Thursday, June 1, 2000,
Chandigarh, India


M A I N   N E W S

Staff play truant to do business
From Raman Mohan

HISAR, May 31 — Truancy among government employees is on the rise. While no department seems to be totally immune to it, the tendency is more pronounced among employees of the Education, Veterinary and Health Departments, especially those posted in the rural areas where day-to-day monitoring is difficult.

A senior IAS officer, who was till recently posted as a Deputy Commissioner, says during his tenure he had an unofficial survey conducted by one of his senior officers. He found that the main reason for truancy was that more than 45 per cent of government employees were engaged in private businesses in the names of their family members. He says that situation was more or less the same all over the state.

But what he found most distressing was that there were hundreds of employees who rarely attended office and were engaged in political activities for the ruling party. He says this is true of every political party which happens to be in power. Most of these employees, he found, were active political workers of their respective parties even before they landed government jobs, indicating that they owed their jobs to their political masters.

Enquiries by The Tribune reveal that the tendency to play truant is most pronounced among school teachers. The rate of truancy is directly related to the distance of their school from the district headquarters. Primary and middle schools are the worst affected as their students rarely complain.

It was found that truants have devised a safe way to cover their absence. They generally leave undated applications for leave for half a day with the school head, a colleague or the office clerk, who put it up as soon as a senior officer happens to call for the attendance register. Even in that case, a message is immediately flashed to the truant who arrives at the school well in time. This camaraderie eliminates the chances of getting caught.
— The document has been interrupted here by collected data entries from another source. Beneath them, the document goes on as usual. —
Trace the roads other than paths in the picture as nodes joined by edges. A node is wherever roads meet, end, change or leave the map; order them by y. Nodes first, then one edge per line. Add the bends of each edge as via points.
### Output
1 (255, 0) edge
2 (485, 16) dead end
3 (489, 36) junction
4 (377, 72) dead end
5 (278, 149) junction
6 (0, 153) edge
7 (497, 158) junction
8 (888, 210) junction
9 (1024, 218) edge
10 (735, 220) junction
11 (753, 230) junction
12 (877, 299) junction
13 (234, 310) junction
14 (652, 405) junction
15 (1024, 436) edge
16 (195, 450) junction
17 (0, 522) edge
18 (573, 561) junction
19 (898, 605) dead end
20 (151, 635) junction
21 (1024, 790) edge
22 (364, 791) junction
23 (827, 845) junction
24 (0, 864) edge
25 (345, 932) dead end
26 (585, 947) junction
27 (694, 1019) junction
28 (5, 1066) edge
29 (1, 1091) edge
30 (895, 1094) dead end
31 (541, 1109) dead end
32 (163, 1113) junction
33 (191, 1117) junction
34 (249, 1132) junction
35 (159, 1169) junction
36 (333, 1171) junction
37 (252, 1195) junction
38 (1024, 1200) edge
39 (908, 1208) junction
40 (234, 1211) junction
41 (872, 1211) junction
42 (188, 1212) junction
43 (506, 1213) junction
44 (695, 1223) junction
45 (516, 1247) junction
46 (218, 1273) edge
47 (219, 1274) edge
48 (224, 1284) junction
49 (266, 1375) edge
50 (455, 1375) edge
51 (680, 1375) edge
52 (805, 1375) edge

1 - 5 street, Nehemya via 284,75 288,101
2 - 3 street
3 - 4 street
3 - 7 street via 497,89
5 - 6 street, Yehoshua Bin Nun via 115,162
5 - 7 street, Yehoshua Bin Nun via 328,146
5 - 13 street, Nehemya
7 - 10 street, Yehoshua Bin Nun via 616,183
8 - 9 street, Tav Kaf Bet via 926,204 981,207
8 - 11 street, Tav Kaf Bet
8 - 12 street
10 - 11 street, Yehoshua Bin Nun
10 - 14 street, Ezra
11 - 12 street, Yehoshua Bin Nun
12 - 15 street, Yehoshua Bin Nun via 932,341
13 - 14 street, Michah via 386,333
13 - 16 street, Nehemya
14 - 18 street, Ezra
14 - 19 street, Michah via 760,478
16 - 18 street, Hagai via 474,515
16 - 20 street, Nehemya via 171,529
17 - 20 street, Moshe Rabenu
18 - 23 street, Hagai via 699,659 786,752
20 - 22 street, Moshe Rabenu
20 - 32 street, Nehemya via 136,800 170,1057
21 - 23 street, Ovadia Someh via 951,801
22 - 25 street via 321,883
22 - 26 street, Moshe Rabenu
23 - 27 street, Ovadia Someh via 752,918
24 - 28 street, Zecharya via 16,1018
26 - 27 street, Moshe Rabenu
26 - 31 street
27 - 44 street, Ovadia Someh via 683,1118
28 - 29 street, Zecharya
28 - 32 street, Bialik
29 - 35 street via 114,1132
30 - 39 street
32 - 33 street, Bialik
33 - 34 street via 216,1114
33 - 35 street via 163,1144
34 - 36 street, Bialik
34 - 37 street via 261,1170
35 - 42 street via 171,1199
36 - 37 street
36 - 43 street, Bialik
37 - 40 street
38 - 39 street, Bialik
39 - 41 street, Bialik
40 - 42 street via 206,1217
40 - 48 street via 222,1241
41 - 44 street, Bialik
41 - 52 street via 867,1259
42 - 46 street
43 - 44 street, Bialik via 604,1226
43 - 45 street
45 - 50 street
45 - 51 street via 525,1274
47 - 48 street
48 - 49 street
Besides, truants take turns, absenting themselves from office. The unofficially ‘duty roster’ for the next month is drawn up in the last week of the current month and any adjustments among truants thereafter are possible only through mutual consent. Anybody ‘overstaying at home’ without sufficient reason is likely to be boycotted.
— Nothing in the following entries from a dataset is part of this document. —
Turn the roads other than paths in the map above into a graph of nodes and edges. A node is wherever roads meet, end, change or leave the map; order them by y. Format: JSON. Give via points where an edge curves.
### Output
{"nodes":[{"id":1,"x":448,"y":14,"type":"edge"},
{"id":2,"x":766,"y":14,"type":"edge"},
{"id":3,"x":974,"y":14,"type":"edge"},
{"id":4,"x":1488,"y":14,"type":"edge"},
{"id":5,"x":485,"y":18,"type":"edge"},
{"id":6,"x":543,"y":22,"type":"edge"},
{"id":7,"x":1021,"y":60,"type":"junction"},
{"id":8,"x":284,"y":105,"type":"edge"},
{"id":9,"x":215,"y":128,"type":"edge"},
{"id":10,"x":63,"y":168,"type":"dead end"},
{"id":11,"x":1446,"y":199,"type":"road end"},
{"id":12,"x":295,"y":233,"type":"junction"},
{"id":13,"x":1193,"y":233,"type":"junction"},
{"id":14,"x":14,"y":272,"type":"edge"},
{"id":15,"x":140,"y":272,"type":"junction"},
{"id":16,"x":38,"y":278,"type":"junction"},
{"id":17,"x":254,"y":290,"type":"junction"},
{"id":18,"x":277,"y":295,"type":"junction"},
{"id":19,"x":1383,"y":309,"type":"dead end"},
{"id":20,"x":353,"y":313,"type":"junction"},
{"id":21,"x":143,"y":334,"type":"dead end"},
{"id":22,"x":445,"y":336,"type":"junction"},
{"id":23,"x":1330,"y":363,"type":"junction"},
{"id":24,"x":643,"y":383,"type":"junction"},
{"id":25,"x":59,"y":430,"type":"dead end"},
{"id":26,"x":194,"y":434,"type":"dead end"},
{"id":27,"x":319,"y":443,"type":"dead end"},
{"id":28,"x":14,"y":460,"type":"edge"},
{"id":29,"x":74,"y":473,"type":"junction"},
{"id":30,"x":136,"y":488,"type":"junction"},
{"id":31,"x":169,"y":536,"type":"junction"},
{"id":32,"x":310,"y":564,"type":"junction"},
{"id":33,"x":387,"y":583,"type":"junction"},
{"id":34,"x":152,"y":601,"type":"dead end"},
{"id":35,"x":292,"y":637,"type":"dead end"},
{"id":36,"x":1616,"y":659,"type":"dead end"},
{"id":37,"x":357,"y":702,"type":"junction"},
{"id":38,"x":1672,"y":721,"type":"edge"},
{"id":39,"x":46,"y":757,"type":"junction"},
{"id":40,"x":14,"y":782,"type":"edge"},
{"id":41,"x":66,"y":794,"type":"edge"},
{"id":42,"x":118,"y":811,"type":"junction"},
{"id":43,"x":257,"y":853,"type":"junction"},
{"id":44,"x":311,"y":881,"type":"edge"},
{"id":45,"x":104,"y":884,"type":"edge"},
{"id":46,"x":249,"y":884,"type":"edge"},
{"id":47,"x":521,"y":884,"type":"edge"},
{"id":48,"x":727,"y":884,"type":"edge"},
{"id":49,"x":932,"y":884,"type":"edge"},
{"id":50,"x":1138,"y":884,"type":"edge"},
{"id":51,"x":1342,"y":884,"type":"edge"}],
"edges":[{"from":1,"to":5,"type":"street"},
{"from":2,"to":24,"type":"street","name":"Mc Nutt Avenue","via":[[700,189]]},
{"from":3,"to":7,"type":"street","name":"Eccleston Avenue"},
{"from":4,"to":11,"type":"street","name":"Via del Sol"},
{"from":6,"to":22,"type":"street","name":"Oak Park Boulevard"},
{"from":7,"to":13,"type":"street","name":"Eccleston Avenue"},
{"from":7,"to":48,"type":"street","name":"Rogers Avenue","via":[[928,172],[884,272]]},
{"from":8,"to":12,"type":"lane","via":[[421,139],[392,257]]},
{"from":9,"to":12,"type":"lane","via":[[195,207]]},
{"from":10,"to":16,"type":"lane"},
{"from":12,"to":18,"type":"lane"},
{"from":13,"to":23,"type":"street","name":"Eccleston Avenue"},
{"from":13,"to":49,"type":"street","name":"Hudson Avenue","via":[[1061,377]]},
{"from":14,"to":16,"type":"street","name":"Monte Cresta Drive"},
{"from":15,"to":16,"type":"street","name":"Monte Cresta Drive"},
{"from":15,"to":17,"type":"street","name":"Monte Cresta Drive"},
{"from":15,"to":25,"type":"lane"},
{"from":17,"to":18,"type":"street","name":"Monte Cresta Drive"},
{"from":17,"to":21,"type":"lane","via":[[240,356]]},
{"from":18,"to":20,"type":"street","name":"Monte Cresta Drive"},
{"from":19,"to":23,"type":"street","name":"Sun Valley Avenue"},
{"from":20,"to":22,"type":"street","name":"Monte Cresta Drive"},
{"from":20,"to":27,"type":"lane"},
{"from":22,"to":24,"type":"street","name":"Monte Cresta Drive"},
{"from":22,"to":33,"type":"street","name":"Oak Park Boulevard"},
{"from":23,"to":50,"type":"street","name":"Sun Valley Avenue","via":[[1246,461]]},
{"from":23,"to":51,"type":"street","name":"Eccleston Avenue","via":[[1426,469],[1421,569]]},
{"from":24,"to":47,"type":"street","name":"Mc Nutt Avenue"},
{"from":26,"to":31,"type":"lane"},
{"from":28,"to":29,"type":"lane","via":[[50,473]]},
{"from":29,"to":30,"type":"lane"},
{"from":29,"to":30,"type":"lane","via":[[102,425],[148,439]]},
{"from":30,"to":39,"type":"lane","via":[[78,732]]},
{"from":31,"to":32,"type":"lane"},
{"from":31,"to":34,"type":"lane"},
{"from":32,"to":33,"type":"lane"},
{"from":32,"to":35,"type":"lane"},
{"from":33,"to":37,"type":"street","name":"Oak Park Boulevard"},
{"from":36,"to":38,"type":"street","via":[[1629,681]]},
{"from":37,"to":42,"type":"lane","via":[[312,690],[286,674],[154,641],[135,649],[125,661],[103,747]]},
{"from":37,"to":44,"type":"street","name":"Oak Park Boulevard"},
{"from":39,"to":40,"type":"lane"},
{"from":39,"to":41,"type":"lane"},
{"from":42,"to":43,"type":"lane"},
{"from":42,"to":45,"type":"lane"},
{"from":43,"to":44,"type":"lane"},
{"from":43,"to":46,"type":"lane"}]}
Employees of the Vetreinary Department have found truancy to be of mutual benefit. Those who play truant, earn their salaries in addition to incomes from their businesses. Those who attend to work regularly have the liberty to make money as they wish. It is learnt that veterinarians posted in the villages generally leave the work to their assistants who keep the earnings from the private practice in the absence of the qualified veterinarian.

Similar is the case with the employees of the Health Department. Paramedical staff posted in the smaller health centres generally subsituted for their seniors and like their veterinary counterparts made an extra buck from private practice. The seniors visited the centres occasionally to pay their respects to the village headman and sign the official papers.

Old hands say overstaffing is the main cause of truancy. The workload is so small that the absence of a few employees hardly affects the efficiency of an office. In any case, in case of an emergency, an obliging colleague will always put up an urgent file if need be.

But what makes them play truant? While business or political interests are the two main reasons, people have been found to play truant for a variety of interesting reasons. For instance, you can have an extended honeymoon provided you are prepared to take care of a colleague’s work when he is busy building a house for himself.

Likewise, most female employees find the long official maternity leave too short. But this is no cause for despair. You can always find a helpful colleague who will do the needful provided you help her out the next time her sister delivers a baby.

Another reason which encourages truancy is the reluctance of senior officers to check attendance regularly.